Ink Black Darkness
by JustLikeYouImagined
Summary: Not a monster, not a demon, not a boogeyman. Understand that it's just a person; not worthy of devoting any nightmares to. Re-upload/revised version of an old story. T


_"Not a monster, not a demon, not a boogeyman. Understand that it's just a person - not worthy of devoting any nightmares to." _  
—_Johnen Vasquez_

The girl snorted, looking down passively at the piles upon piles of bodies strewn before her throne. She spat, disgusted. These once "fearsome warriors" had come so far to challenge her, and after all they had sought, they like everyone else who faced her inside the walls of her kingdom fell dead - nothing but sacrifices to relieve her own everlasting boredom.

But the boredom could not be relieved. All those she faced were simply so small and weak a good bloodshed was so scarce it was almost laughable. The girl, restrained by her chains, could only wait for a worthy prey to come by—a struggle she could enjoy, a struggle where she could savor the sight of the assailant's skin being peeled off by her own hand, all the while he or she fought back and gave the girl a worthy battle for once.

But the day never came. Hours, days, and months passed, but no assailant strong enough came to stand up to her clutches. It was all the same for months on end—a one-sided fight against weak willed soldiers, who could not even lift a finger before the girl disposed of them.

She looked upon the horizon, staring at her rotten waste dump of a kingdom. She sighed. This area had previously been fertile and full of animal life, but that all changed once the family clan seized the land, replacing the moist, refreshing plantlife with virtually dead, industrial black office buildings, disposing of the animals as well as turning the light blue sky into a rotten, achromatic green that choked the land with its depression.

The girl sighed again.
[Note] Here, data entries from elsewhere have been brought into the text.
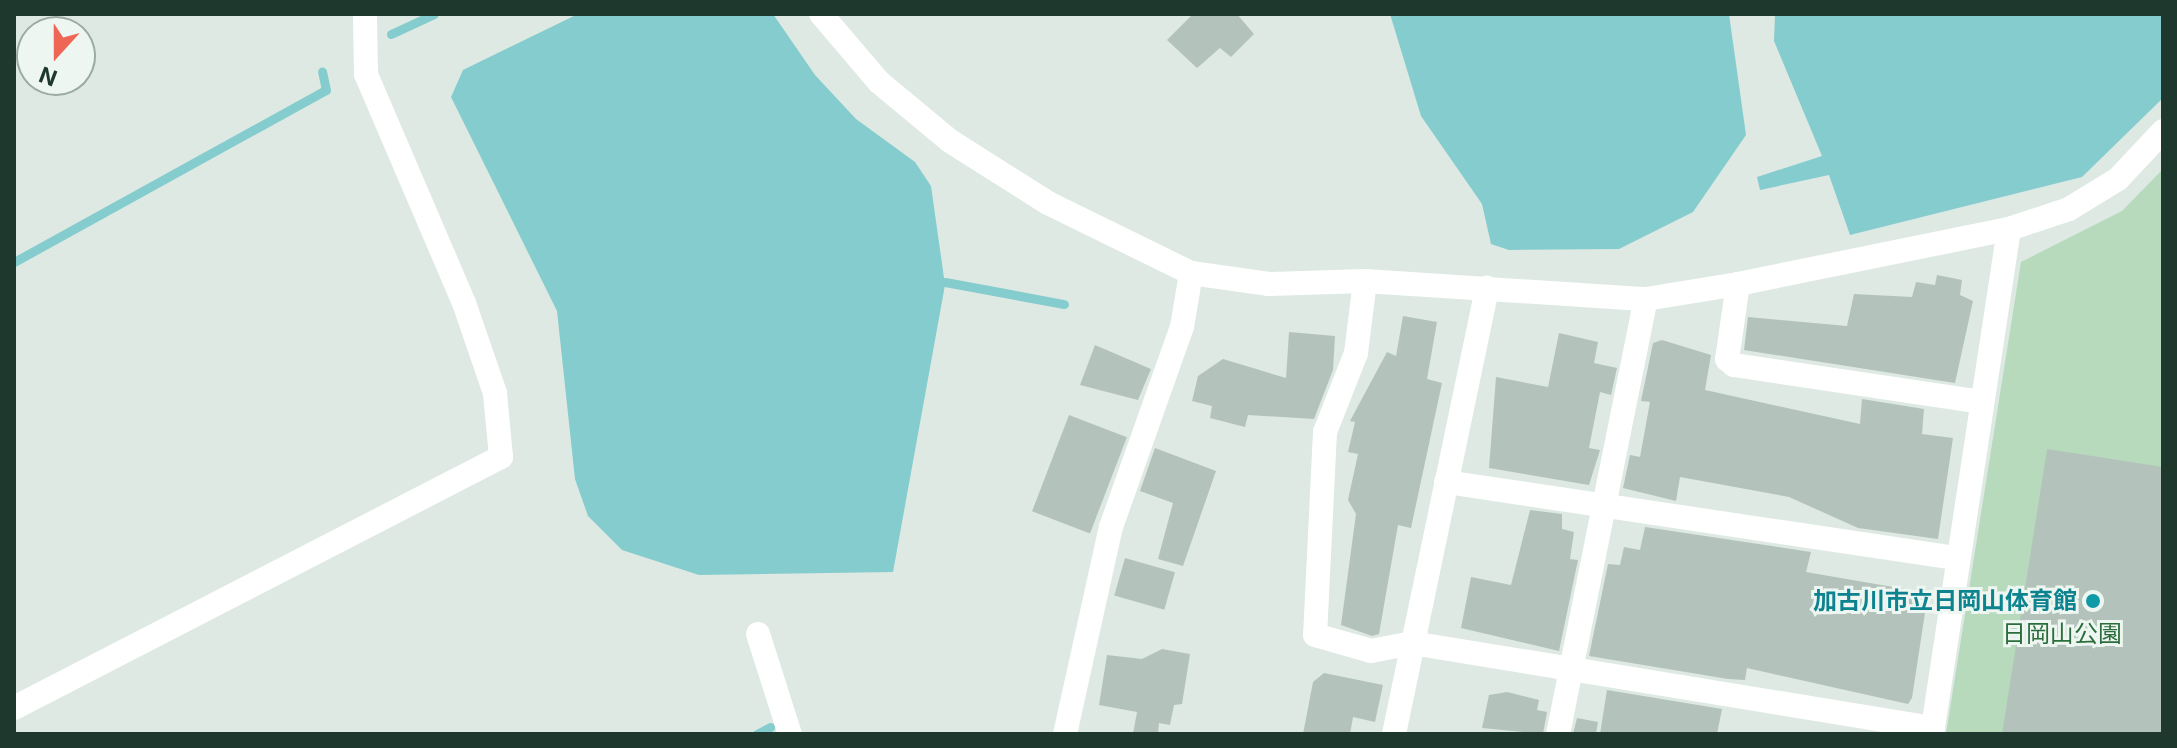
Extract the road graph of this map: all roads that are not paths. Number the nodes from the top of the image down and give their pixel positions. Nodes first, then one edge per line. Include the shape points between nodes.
1 (365, 14) edge
2 (821, 14) edge
3 (2163, 131) edge
4 (2009, 229) junction
5 (1191, 273) junction
6 (1365, 281) junction
7 (1738, 284) junction
8 (1487, 288) junction
9 (1646, 299) junction
10 (1981, 402) junction
11 (1446, 482) junction
12 (1604, 505) junction
13 (1956, 558) junction
14 (758, 634) dead end
15 (1412, 643) junction
16 (1571, 669) junction
17 (14, 708) edge
18 (1932, 731) edge
19 (790, 734) edge
20 (1065, 734) edge
21 (1394, 734) edge
22 (1558, 734) edge

1 - 17 street via 366,74 464,303 495,393 501,457
2 - 5 street via 879,82 950,141 1048,203
3 - 4 street via 2118,179 2069,209
4 - 7 street
4 - 10 street
5 - 6 street via 1269,284
5 - 20 street via 1182,327 1111,527
6 - 8 street
6 - 15 street via 1356,353 1325,432 1315,635 1371,651
7 - 9 street
7 - 10 street via 1727,359 1734,365
8 - 9 street
8 - 11 street
9 - 12 street
10 - 13 street
11 - 12 street
11 - 15 street
12 - 13 street
12 - 16 street
13 - 18 street
14 - 19 street
15 - 16 street
15 - 21 street
16 - 18 street
16 - 22 street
Despite the fact that she hated humans for all they were worth, she also felt a sense of loneliness and dread in the air—not only from the lack of a good battle, but from the lack of people in general. The only friends she had were her throne and her lancer, her murder weapon of choice—and she made comfort with the dead bodies scattered and piled across the land. Rotting, dead shells, once human and now stuffed meat puppets to satisfy her own endless grief.

"It's dismal here..."

A male voice startled her. She looked up, her train of thought shattered, to come face to face with a boy of about her age.
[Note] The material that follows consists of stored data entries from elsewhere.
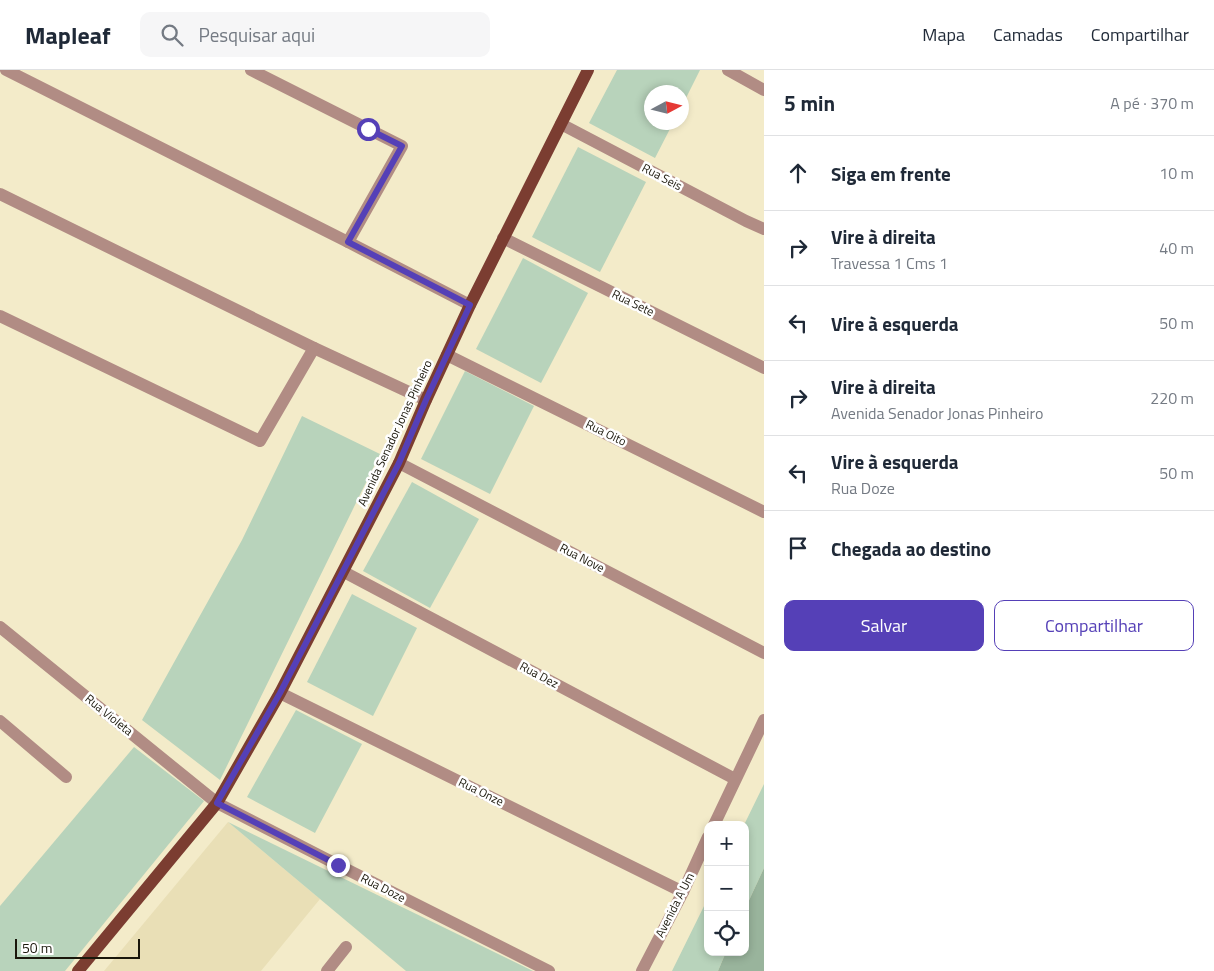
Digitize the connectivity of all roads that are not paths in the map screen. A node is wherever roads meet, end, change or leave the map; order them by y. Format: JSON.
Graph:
{"nodes":[{"id":1,"x":6,"y":70,"type":"edge"},
{"id":2,"x":251,"y":70,"type":"edge"},
{"id":3,"x":588,"y":70,"type":"edge"},
{"id":4,"x":728,"y":70,"type":"edge"},
{"id":5,"x":764,"y":90,"type":"edge"},
{"id":6,"x":561,"y":124,"type":"junction"},
{"id":7,"x":0,"y":194,"type":"edge"},
{"id":8,"x":764,"y":229,"type":"edge"},
{"id":9,"x":503,"y":238,"type":"junction"},
{"id":10,"x":348,"y":242,"type":"junction"},
{"id":11,"x":470,"y":305,"type":"junction"},
{"id":12,"x":0,"y":316,"type":"edge"},
{"id":13,"x":314,"y":348,"type":"junction"},
{"id":14,"x":447,"y":355,"type":"junction"},
{"id":15,"x":764,"y":368,"type":"edge"},
{"id":16,"x":426,"y":400,"type":"junction"},
{"id":17,"x":399,"y":463,"type":"junction"},
{"id":18,"x":764,"y":512,"type":"edge"},
{"id":19,"x":344,"y":572,"type":"junction"},
{"id":20,"x":0,"y":627,"type":"edge"},
{"id":21,"x":764,"y":653,"type":"edge"},
{"id":22,"x":280,"y":693,"type":"junction"},
{"id":23,"x":764,"y":720,"type":"edge"},
{"id":24,"x":0,"y":721,"type":"edge"},
{"id":25,"x":66,"y":777,"type":"dead end"},
{"id":26,"x":735,"y":778,"type":"junction"},
{"id":27,"x":217,"y":803,"type":"junction"},
{"id":28,"x":716,"y":821,"type":"edge"},
{"id":29,"x":704,"y":847,"type":"edge"},
{"id":30,"x":683,"y":892,"type":"junction"},
{"id":31,"x":346,"y":947,"type":"dead end"},
{"id":32,"x":78,"y":971,"type":"edge"},
{"id":33,"x":327,"y":971,"type":"edge"},
{"id":34,"x":549,"y":971,"type":"edge"},
{"id":35,"x":642,"y":971,"type":"edge"}],
"edges":[{"from":1,"to":10,"type":"street"},
{"from":2,"to":10,"type":"street"},
{"from":3,"to":6,"type":"main road","name":"Avenida Senador Jonas Pinheiro"},
{"from":4,"to":5,"type":"street"},
{"from":6,"to":8,"type":"street","name":"Rua Seis"},
{"from":6,"to":9,"type":"main road","name":"Avenida Senador Jonas Pinheiro"},
{"from":7,"to":13,"type":"street"},
{"from":9,"to":11,"type":"main road","name":"Avenida Senador Jonas Pinheiro"},
{"from":9,"to":15,"type":"street","name":"Rua Sete"},
{"from":10,"to":11,"type":"street"},
{"from":11,"to":14,"type":"main road","name":"Avenida Senador Jonas Pinheiro"},
{"from":12,"to":13,"type":"street"},
{"from":13,"to":16,"type":"street"},
{"from":14,"to":16,"type":"main road","name":"Avenida Senador Jonas Pinheiro"},
{"from":14,"to":18,"type":"street","name":"Rua Oito"},
{"from":16,"to":17,"type":"main road","name":"Avenida Senador Jonas Pinheiro"},
{"from":17,"to":19,"type":"main road","name":"Avenida Senador Jonas Pinheiro"},
{"from":17,"to":21,"type":"street","name":"Rua Nove"},
{"from":19,"to":22,"type":"main road","name":"Avenida Senador Jonas Pinheiro"},
{"from":19,"to":26,"type":"street","name":"Rua Dez"},
{"from":20,"to":27,"type":"street","name":"Rua Violeta"},
{"from":22,"to":27,"type":"main road","name":"Avenida Senador Jonas Pinheiro"},
{"from":22,"to":30,"type":"street","name":"Rua Onze"},
{"from":23,"to":26,"type":"street"},
{"from":24,"to":25,"type":"street"},
{"from":26,"to":28,"type":"street"},
{"from":27,"to":32,"type":"main road","name":"Avenida Senador Jonas Pinheiro"},
{"from":27,"to":34,"type":"street","name":"Rua Doze"},
{"from":29,"to":30,"type":"street","name":"Avenida A Um"},
{"from":30,"to":35,"type":"street","name":"Avenida A Um"},
{"from":31,"to":33,"type":"street"}]}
Upon first glance the boy obviously had a taste for the achromatic. His eyes matched his hair—deep dark, grey, and void of true color. His clothes were dark as night, making him nearly invisible to the naked eye, at least under the decaying, dilapidated sky. His face was pale pure white.

"Who are you?" the girl asked. She narrowed her eyes, mentally licking her lips. Maybe a challenge would be in this boy.

"I'm a traveler," he responded, shattering her hopes of a battle. Normal travelers had never fought, rather marched through her wasteland kingdom, the girl letting them firmly pass. Or killing them downright, depending on her mood. "And who might you be?"

The boy looked at her, curiosity in his large grey eyes, the howling winds of the waste dump air beating against his hair.

The girl was long to respond. "It would be best if you did not know."

"You look lonely."

This reply had the girl taken aback. How dare he, acknowledging such a thing?

But she was intrigued as well. How did he know? He was just a traveler who came out of the blue, not aware of the rotten, grinning things beneath her skin - and he also oddly did not acknowledge the bodies lying stretched out before his feet, filthy and grimy. But he knew.

"I can sense it in your eyes."

There was indeed a loneliness and sorrow in the girls' light blue eyes - a light blue that was highly out of place with the dilapidated buildings and dripping dead sky.

"Tell me your name, girl," he said, interested in the girl. Perhaps they could be friends - loneliness obviously bled her soul, with only her mere existence keeping her from taking that final step into oblivion alone.

"My name," the girl said, a teardrop, just like a tiny speck of light in a sea of ink black darkness, hitting the grim soil, "is Koromo Amae."


End file.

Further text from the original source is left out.